Formality Isn't Polite - Dr. Bunk

Formality Isn’t Polite

Not being polite according to the old standards is sometimes taken as rude

I’m working on it.

After not seeing someone for a long time, my opening comment used to be ”how are you?” or “how have you been?” But that’s not really what I meant.
It’s not what I meant because it won’t get the response I’m really after.
It kicks in the automatic reply. Worse, if I don’t intend on sticking around for the long version, which tends to come out of people from time to time, I’m looking for a way out. That is also perceived as rude.
Why?
It’s not me being honest.
Honesty can be rude sometimes.

People take the ways others go about meeting at the gravitational pull of connection differently.
Some people take offense if it’s not done according to their methods. Others don’t feign connection. Cordial implies one accepted means of friendliness. Being real attempts below the surface level of connection, or acknowledgement without taking time.

Pay attention to just how often we do the traditional in the course of a day. There are countless amounts of standard, automatic, stock sayings and responses we use in society. They are attempts at polite connection. They don’t connect. They don’t connect precisely because of their automation. They kick our minds into the same automated level as our life functions. We don’t think about how we make our hand move or blinking.
At best they can open dialogue by breaking the ice.

Breaking the ice

Below the ice there is a flow of water.
How often do we take the time after breaking though? And couldn’t we circumvent the awkward standards with the courage to be more real in what we say?
My challenge is to re-approach the whole experience.
Often I’ll ask a different question. One that makes people actually answer what I’m after. Maybe “what has happened since I’ve seen you last?” is better, or inquiring more specifically about something you know they are doing. Even a connecting statement like “Hi, great to see you again” is straight forward. It’s an affirming expression with no expectation of cordial, nearly meaningless conversation. Then, if I want to and think you do too, we can eventually find the time to sit down and dig in. That’s what the formality is there to instigate in the first place. Neither approach is that big of a change in practice, yet the difference breaks the standard expectations and, to me anyway, is more real.
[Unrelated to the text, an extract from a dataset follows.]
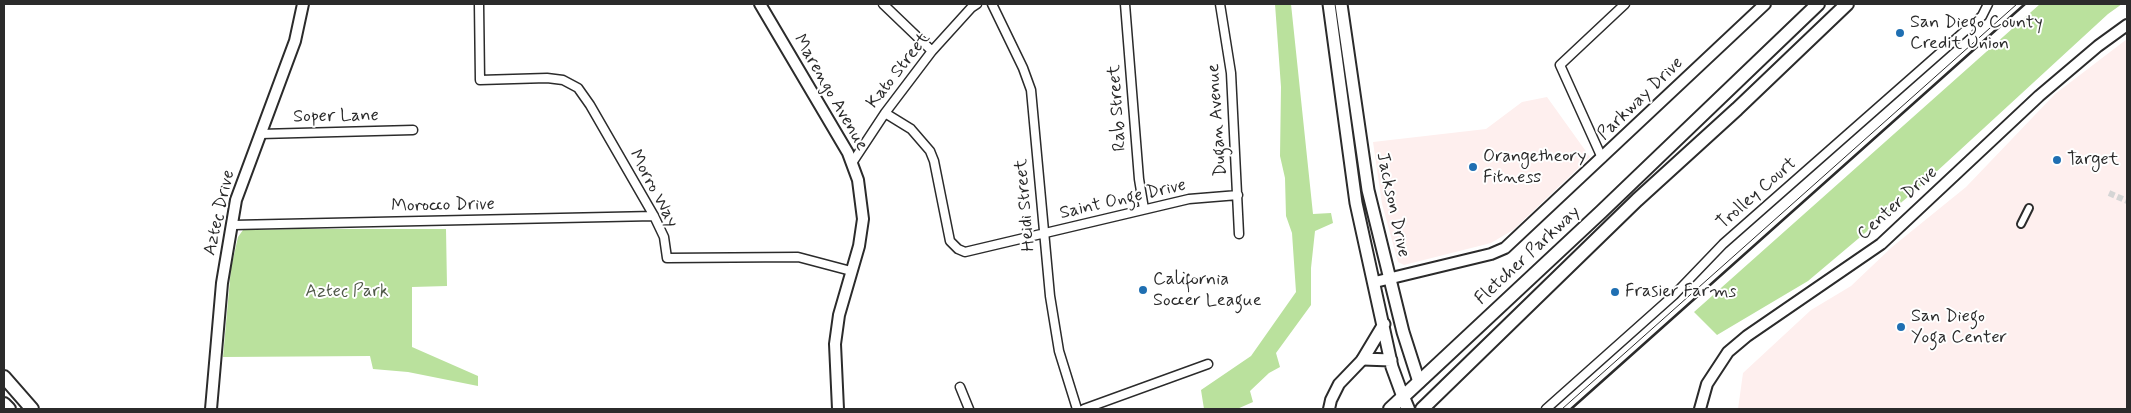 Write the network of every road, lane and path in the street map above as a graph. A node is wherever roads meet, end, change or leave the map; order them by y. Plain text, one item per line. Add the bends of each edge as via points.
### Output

With the erosion of social graces to a large degree, held up more culturally in the Midwestern States, it’s more important than ever to find ways to connect by being the example of what we are asking about. Break the mold of conversational automation.
Say something new. On purpose.
Be honest and connect with those you want to be inspired by in any way.
The risk is worth it.

One thought on “Formality Isn’t Polite”

  1. My father does this so well, from both angles. When asked, “How are you?” he answers in such a way as to break the automation and connect, even if it’s just to laugh a little (stock answers, “Tirdeccaphobic [afraid of 13], or “Strawberry”, or “on a scale of 1 to 10, I’d say about 9.3”). And when he asks the question, he really asks it, and is prepared to take the time to listen to the answer; you can feel the difference. Sometimes he stops and says, “No really, how are you?” Nice. And real.